Growing up in Cache Valley, Erin Stiles was no stranger to the devil — or at least stories about him.

She remembers a number of occasions when one of her friends, all Latter-day Saints, would pipe up to inform the rest of the group that Lucifer had recently paid a visit, perching himself on the bed.

For years, Stiles, raised Episcopalian, filed away these memories as mere extensions of imaginative play.

"Growing up, [I] just knew that Mormons played the piano and had spirits come to them," she said. Whereas, Episcopalians "drove Vanagons and my mom didn't wear makeup. That was how I divided the world."

It wasn't until years later, when she was rifling around in archives at Utah State University, that the anthropologist of religion began to see these childhood recollections for what they are — examples of the rich lore regarding the spirit world that is central to "everyday Mormonism" in northern Utah.

In her new book, "The Devil Sat on My Bed: Encounters With the Spirit World in Mormon Utah," Stiles, who teaches at the University of Nevada, Reno, returns to these stories and the valley that raised her. In doing so, she comes to better understand how common these encounters are among members of The Church of Jesus Christ of Latter-day Saints living there (and, to a lesser extent, in Utah generally), and the myriad ways locals share and understand them.

Her findings underscore, she said, a particularly Utah — and even Cache Valley — strain of the region's dominant faith, that of an "enchanted way of being in the world," where benevolent and evil spirits alike can appear at any time.
Missionaries and malevolent spirits

In her book, Stiles divides the types of spiritual encounters into benevolent and malevolent. The former, she said, are almost always kin — be it unborn future children or departed loved ones — and recognizable.

"The good spirits, you can always tell" who it is, she said. "They're not just gendered, but named, like 'That was Grandma' or 'I'm your future daughter.'"

Not so for the bad ones.

Latter-day Saint theology describes a war in heaven before the creation of the world. During it, Satan swayed a third of God's spirit children. Those who followed him, so the belief goes, were banned from ever being born and receiving bodies.
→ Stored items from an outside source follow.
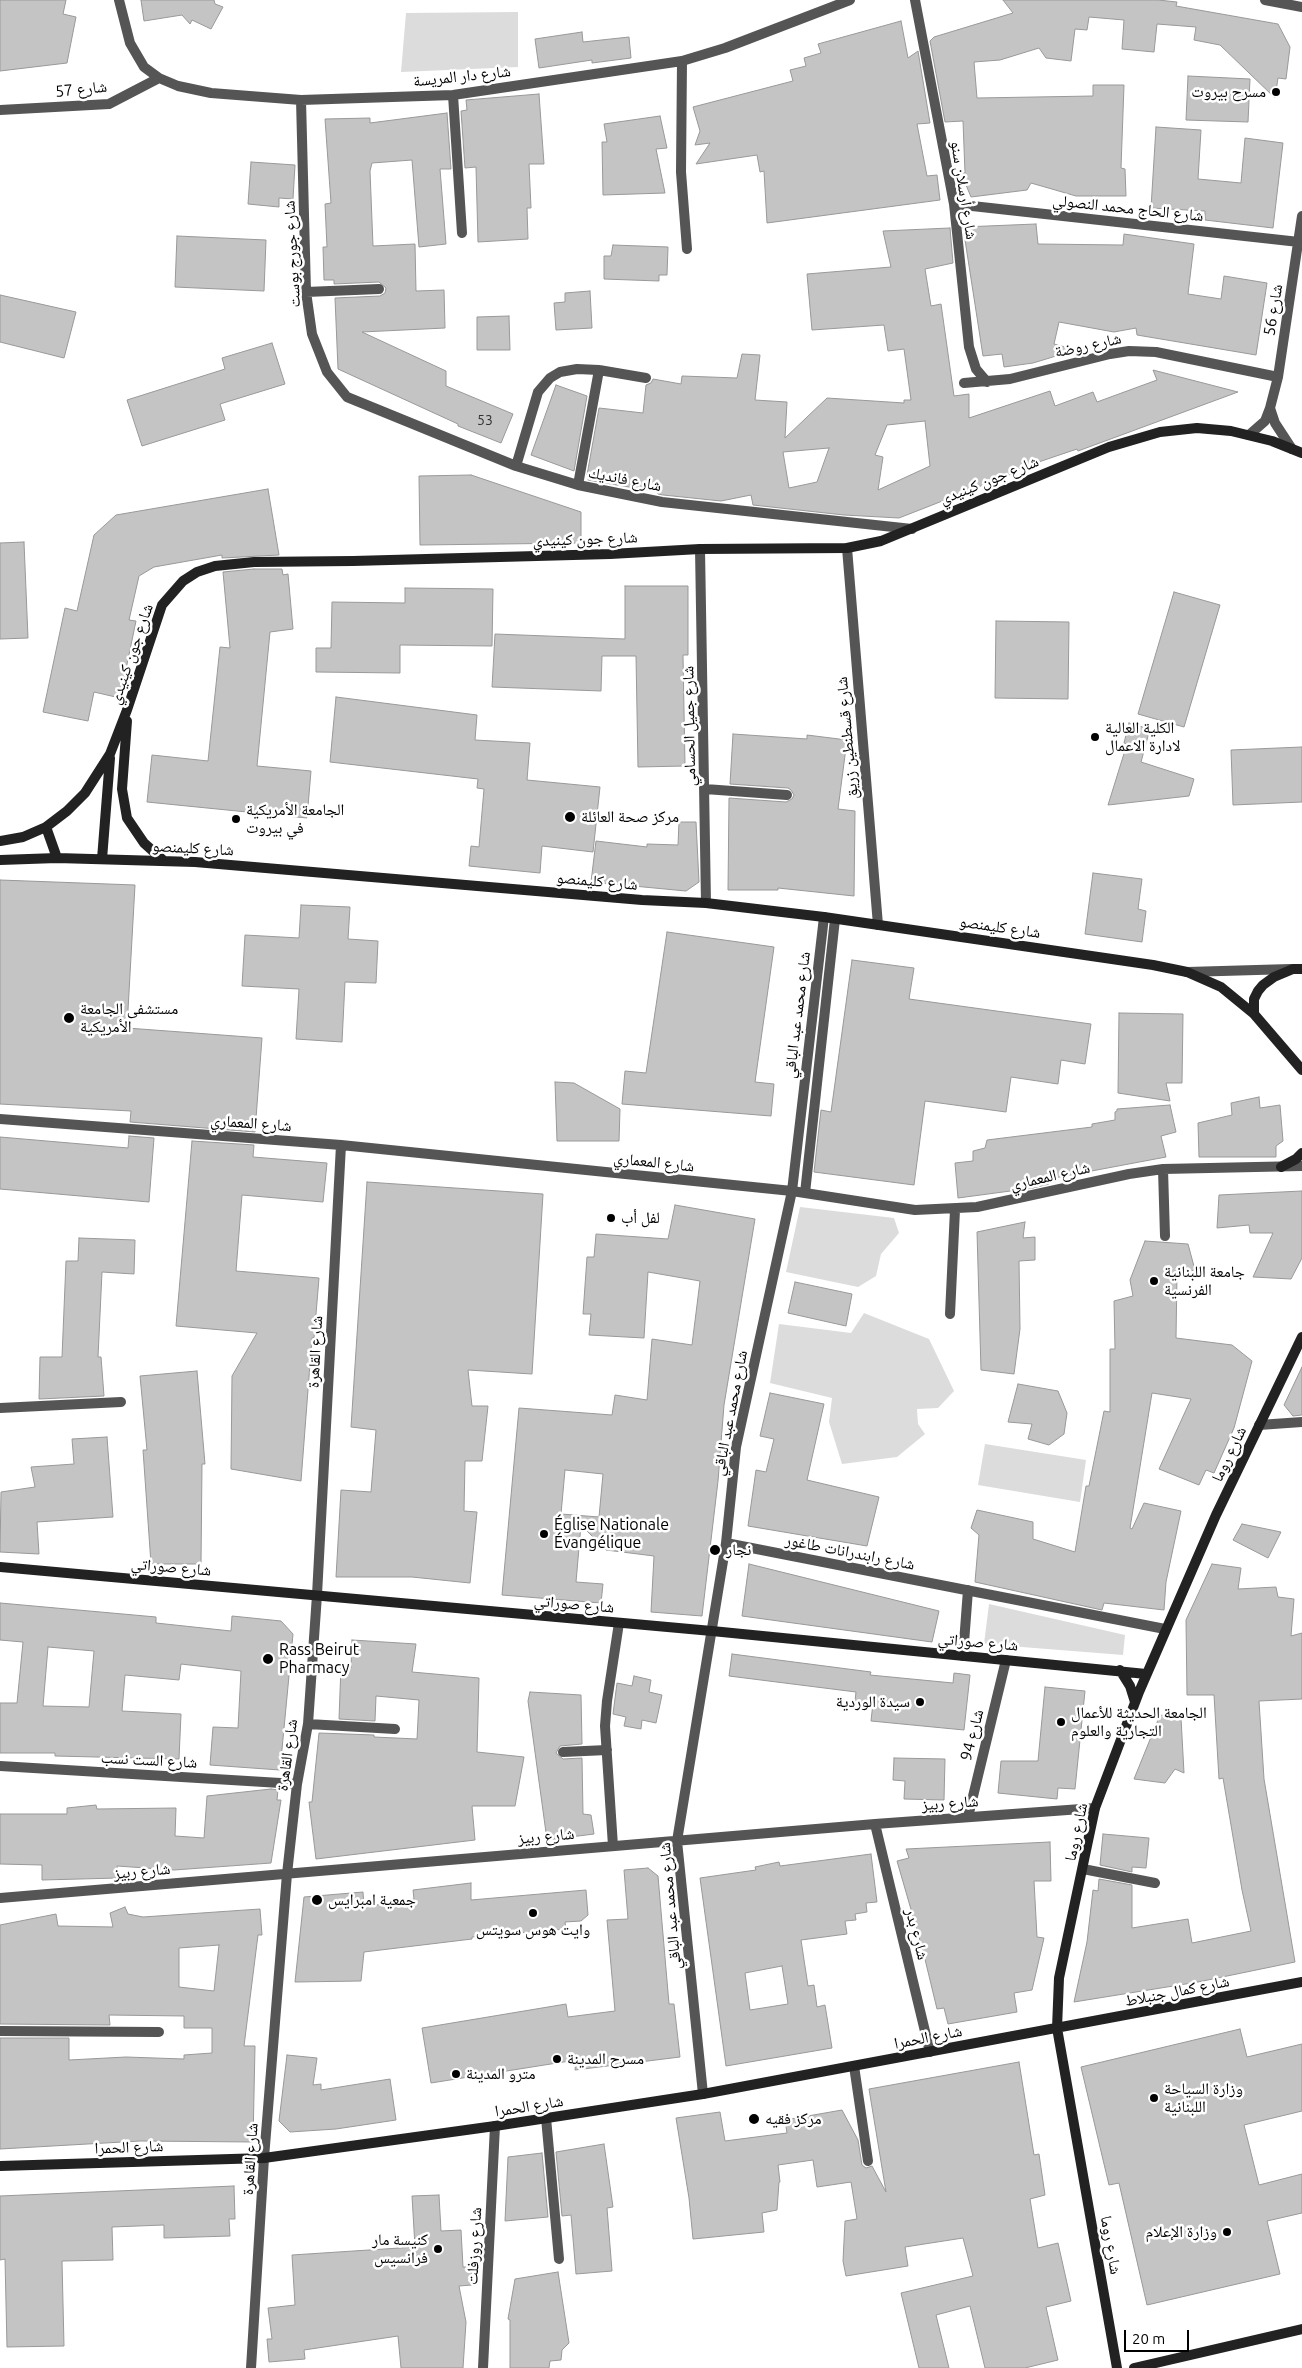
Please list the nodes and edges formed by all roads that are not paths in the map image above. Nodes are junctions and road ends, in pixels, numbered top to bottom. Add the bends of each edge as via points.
1 (119, 0) edge
2 (850, 0) edge
3 (915, 0) edge
4 (1265, 0) edge
5 (1302, 7) edge
6 (682, 61) junction
7 (159, 78) junction
8 (453, 95) junction
9 (302, 100) junction
10 (0, 110) edge
11 (954, 204) junction
12 (1302, 216) edge
13 (462, 233) dead end
14 (1299, 242) junction
15 (686, 249) dead end
16 (379, 289) dead end
17 (306, 292) junction
18 (599, 370) junction
19 (1278, 377) junction
20 (646, 378) dead end
21 (987, 382) junction
22 (964, 383) dead end
23 (347, 397) joint
24 (1270, 408) junction
25 (1249, 435) junction
26 (1292, 448) junction
27 (1302, 453) edge
28 (516, 466) junction
29 (578, 486) junction
30 (912, 529) junction
31 (847, 548) junction
32 (700, 549) junction
33 (127, 710) junction
34 (110, 754) junction
35 (705, 789) junction
36 (787, 795) dead end
37 (46, 827) junction
38 (0, 841) edge
39 (56, 858) junction
40 (102, 859) junction
41 (0, 860) edge
42 (164, 861) junction
43 (706, 903) junction
44 (824, 917) junction
45 (835, 919) junction
46 (878, 925) junction
47 (1297, 969) edge
48 (1187, 972) junction
49 (1254, 1014) junction
50 (1302, 1070) edge
51 (0, 1119) edge
52 (341, 1145) junction
53 (1302, 1154) edge
54 (1302, 1166) edge
55 (1281, 1167) junction
56 (1164, 1170) junction
57 (792, 1191) junction
58 (805, 1193) junction
59 (955, 1210) junction
60 (1165, 1236) dead end
61 (950, 1314) dead end
62 (1302, 1337) edge
63 (121, 1402) dead end
64 (0, 1408) edge
65 (1302, 1422) edge
66 (1259, 1425) junction
67 (726, 1543) junction
68 (0, 1567) edge
69 (968, 1590) junction
70 (317, 1596) junction
71 (618, 1623) junction
72 (1165, 1629) junction
73 (712, 1631) junction
74 (963, 1656) junction
75 (1006, 1660) junction
76 (1120, 1670) junction
77 (1146, 1674) junction
78 (1135, 1702) junction
79 (308, 1724) junction
80 (395, 1729) dead end
81 (607, 1750) junction
82 (563, 1752) dead end
83 (0, 1766) edge
84 (297, 1784) junction
85 (1095, 1808) junction
86 (968, 1817) junction
87 (875, 1824) junction
88 (677, 1841) junction
89 (613, 1846) junction
90 (1084, 1869) junction
91 (287, 1874) junction
92 (1155, 1883) dead end
93 (0, 1898) edge
94 (1302, 1982) edge
95 (1057, 2028) junction
96 (0, 2031) edge
97 (159, 2032) dead end
98 (930, 2052) junction
99 (854, 2066) junction
100 (703, 2094) junction
101 (546, 2118) junction
102 (495, 2126) junction
103 (264, 2158) junction
104 (868, 2161) dead end
105 (0, 2166) edge
106 (558, 2259) dead end
107 (1302, 2329) edge
108 (251, 2368) edge
109 (483, 2368) edge
110 (1117, 2368) edge
111 (1134, 2368) edge

1 - 7 street, شارع دار المريسة via 130,43 144,67
2 - 6 street, شارع دار المريسة
3 - 11 street, شارع أرسلان سنو
4 - 5 street
6 - 8 street, شارع دار المريسة
6 - 15 street via 681,172
7 - 9 street, شارع دار المريسة via 211,93
7 - 10 street, شارع 57 via 109,104
8 - 9 street, شارع دار المريسة
8 - 13 street
9 - 17 street, شارع جورج بوست
11 - 14 street, شارع الحاج محمد النصولي
11 - 21 street, شارع أرسلان سنو via 968,347 976,369
12 - 14 street, شارع 56
14 - 19 street, شارع 56
16 - 17 street
17 - 23 street, شارع جورج بوست via 312,334 327,372
18 - 20 street
18 - 28 street via 560,372 541,387
18 - 29 street
19 - 21 street, شارع روضة via 1156,352 1129,351
19 - 24 street, شارع 56
21 - 22 street, شارع روضة
23 - 28 street, شارع فانديك
24 - 25 street, شارع 56 via 1265,421
24 - 26 street via 1275,424
25 - 26 street, شارع جون كينيدي
25 - 30 street, شارع جون كينيدي via 1197,428 1128,440
26 - 27 street, شارع جون كينيدي
28 - 29 street, شارع فانديك
29 - 30 street, شارع فانديك via 662,502
30 - 31 street, شارع جون كينيدي via 881,541
31 - 32 street, شارع جون كينيدي
31 - 46 street, شارع قسطنطين زريق
32 - 33 street, شارع جون كينيدي via 254,562 215,566 183,580 162,605
32 - 35 street, شارع جميل الحسامي
33 - 34 street, شارع جون كينيدي
33 - 42 street via 123,804 134,831
34 - 37 street, شارع جون كينيدي via 85,793
34 - 40 street
35 - 36 street
35 - 43 street, شارع جميل الحسامي
37 - 38 street, شارع جون كينيدي
37 - 39 street
39 - 40 street, شارع كليمنصو
39 - 41 street, شارع كليمنصو
40 - 42 street, شارع كليمنصو
42 - 43 street, شارع كليمنصو
43 - 44 street, شارع كليمنصو
44 - 45 street, شارع كليمنصو
44 - 57 street, شارع محمد عبد الباقي
45 - 46 street, شارع كليمنصو
45 - 58 street, شارع محمد عبد الباقي
46 - 48 street, شارع كليمنصو
47 - 48 street, شارع كليمنصو
47 - 49 street via 1274,977 1258,991 1254,999
48 - 49 street, شارع كليمنصو via 1221,987
49 - 50 street, شارع كليمنصو
51 - 52 street, شارع المعماري
52 - 57 street, شارع المعماري
52 - 70 street, شارع القاهرة
53 - 55 street
54 - 55 street, شارع المعماري
55 - 56 street, شارع المعماري
56 - 59 street, شارع المعماري via 1129,1174
56 - 60 street
57 - 58 street, شارع المعماري
57 - 67 street, شارع محمد عبد الباقي via 736,1447
58 - 59 street, شارع المعماري via 906,1209
59 - 61 street
62 - 66 street, شارع روما
63 - 64 street
65 - 66 street
66 - 72 street, شارع روما
67 - 69 street, شارع رابندرانات طاغور
67 - 73 street, شارع محمد عبد الباقي
68 - 70 street, شارع صوراتي
69 - 72 street, شارع رابندرانات طاغور
69 - 74 street
70 - 71 street, شارع صوراتي
70 - 79 street, شارع القاهرة
71 - 73 street, شارع صوراتي
71 - 81 street via 607,1701
72 - 77 street, شارع روما
73 - 74 street, شارع صوراتي
73 - 88 street, شارع محمد عبد الباقي
74 - 75 street, شارع صوراتي
75 - 76 street, شارع صوراتي
75 - 86 street, شارع 94
76 - 77 street, شارع صوراتي
76 - 78 street
77 - 78 street, شارع روما
78 - 85 street, شارع روما
79 - 80 street
79 - 84 street, شارع القاهرة
81 - 82 street
81 - 89 street
83 - 84 street, شارع الست نسب
84 - 91 street, شارع القاهرة
85 - 86 street, شارع ربيز
85 - 90 street, شارع روما
86 - 87 street, شارع ربيز
87 - 88 street, شارع ربيز
87 - 98 street, شارع بدر
88 - 89 street, شارع ربيز
88 - 100 street, شارع محمد عبد الباقي
89 - 91 street, شارع ربيز
90 - 92 street
90 - 95 street, شارع روما via 1059,1978
91 - 93 street, شارع ربيز
91 - 103 street, شارع القاهرة
94 - 95 street, شارع كمال جنبلاط
95 - 98 street, شارع الحمرا
95 - 110 street, شارع روما
96 - 97 street
98 - 99 street, شارع الحمرا
99 - 100 street, شارع الحمرا
99 - 104 street
100 - 101 street, شارع الحمرا
101 - 102 street, شارع الحمرا
101 - 106 street
102 - 103 street, شارع الحمرا
102 - 109 street, شارع روزفلت
103 - 105 street, شارع الحمرا
103 - 108 street, شارع القاهرة
107 - 111 street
Bitter and envious of the living, these spirits roam the planet looking to sabotage the righteous and torment the wayward.

It's within this framing that Stiles' interviewees viewed their encounters with malevolent spirits, she said, noting that the church's flagship Missionary Training Center, in Provo, and missions in general were especially fertile ground for run-ins with demons.

Her favorite example included two male missionaries serving in England who began hearing a female spirit in their flat.

"The evil spirits are never identified as individuals," Stiles explained, "and aren't always gendered. But this one was a woman's voice, whispering in their ears at night to the point where they were accused of having girls in their flat, which is a big no-no, of course."

Desperate, the missionaries, invoking their priesthood, cast her out through prayer, an event that turned out to be disappointingly mundane.

The man recalling the experience acknowledged he "was hoping it would be more dramatic, like the end of 'Raiders of the Lost Ark,'" Stiles said. Instead, the voice simply stopped.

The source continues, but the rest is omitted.